The introduction of this species to Lake Victoria is one of the most cited examples of the negative effects alien species can have on ecosystems.

The Nile perch was introduced to Lake Victoria in East Africa in the 1950s, and has since been fished commercially. In 2003, Nile perch sales to the EU reached 169 million euros. Sport-fishing in the region of Uganda and Tanzania provided additional income from tourism.

Its introduction was ecologically disruptive and is attributed with causing the extinction or near-extinction of several hundred native species, with some populations fluctuating with commercial fishing and the actual Nile perch stocks. The Nile perch initially fed on native cichlids, but with decreasing availability of this prey, it now consumes mainly small shrimp and minnows.

The alteration of the native ecosystem had disruptive socioeconomic effects on local communities bordering the lake. Many local people have been displaced from their traditional occupations in the fishing trade and brought them into the cash economy, or before the establishment of export-oriented fisheries, turned them into economic refugees. At least initially, nets strong enough to hold adult Nile perch could not be manufactured locally and had to be imported for a high price.
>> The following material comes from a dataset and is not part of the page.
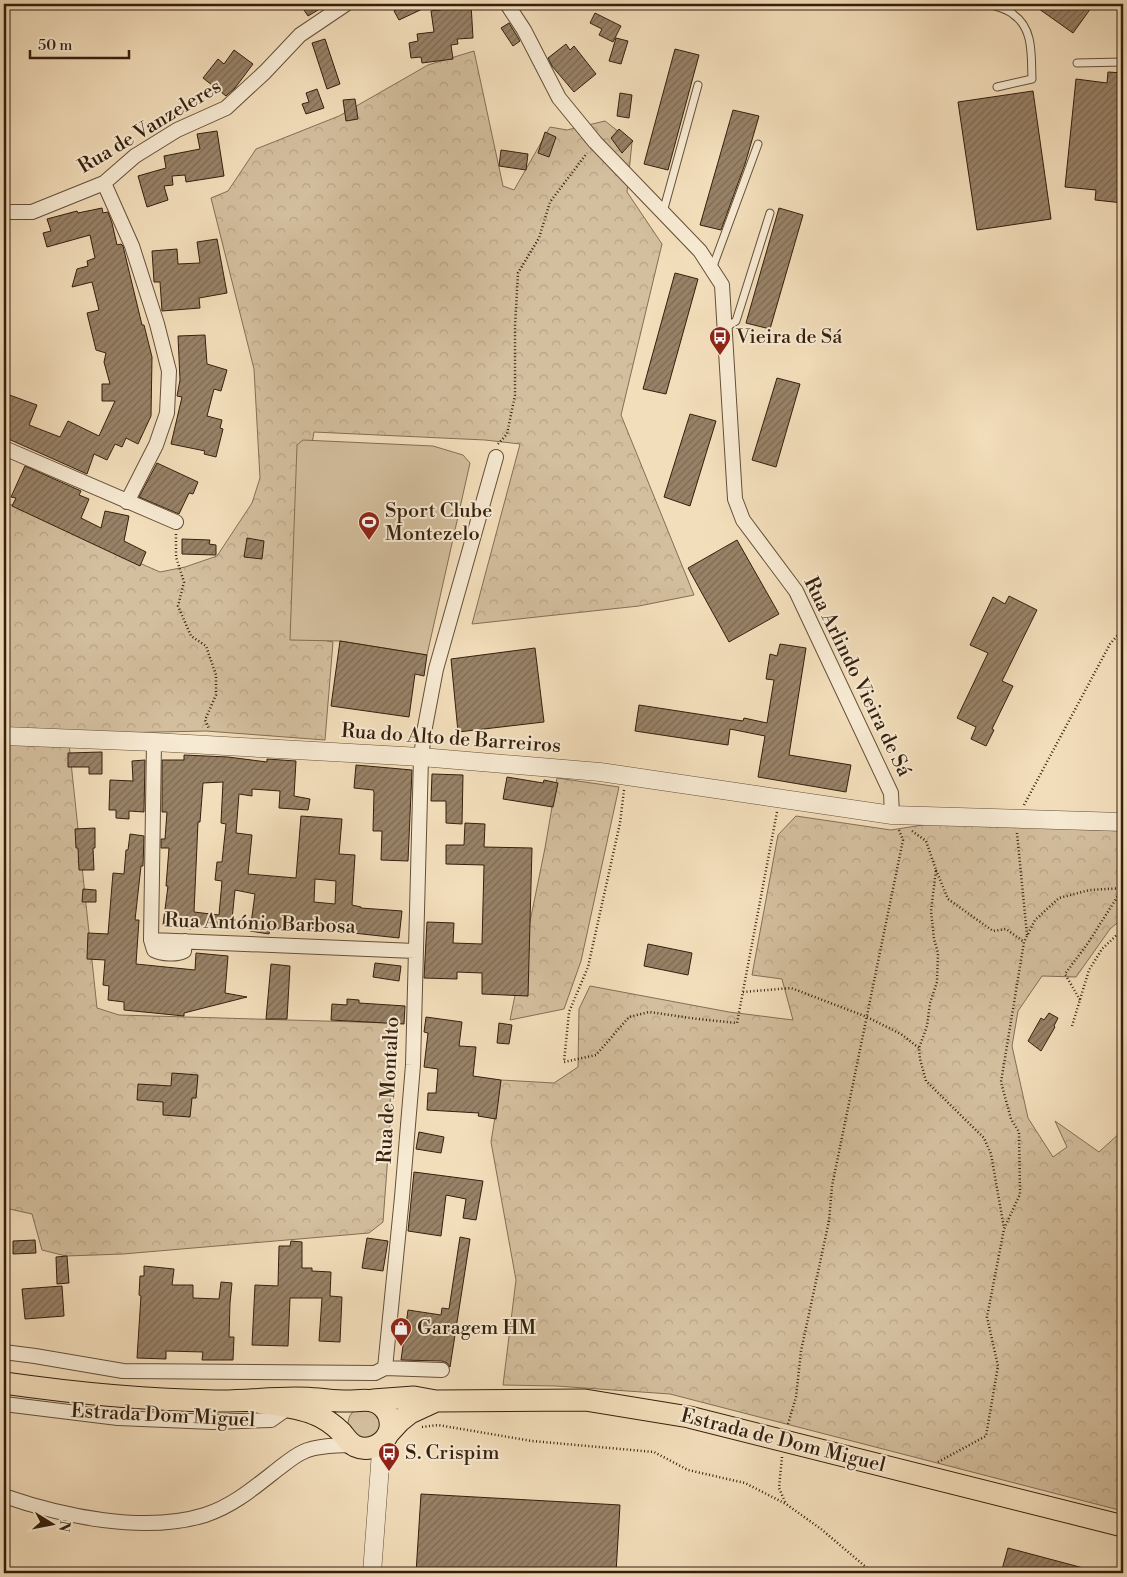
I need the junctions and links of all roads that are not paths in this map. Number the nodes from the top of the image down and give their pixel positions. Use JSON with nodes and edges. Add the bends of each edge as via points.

The introduction of Nile perch has also had additional ecological effects on shore. Native cichlids were traditionally sun-dried, but because Nile perch have a high fat content (higher than cichlids), they need to be smoked to avoid spoiling. This has led to an increased demand for firewood in a region already hard-hit by deforestation, soil erosion, and desertification.

The Academy Award-nominated documentary Darwin's Nightmare by Hubert Sauper (a French-Austrian-Belgian production, 2004) deals with the damage that has been caused by Nile perch introduction, including the import of weapons and ammunition in cargo planes from Europe, which are then used to export Nile perch, further exacerbating conflict and misery in the surrounding regions.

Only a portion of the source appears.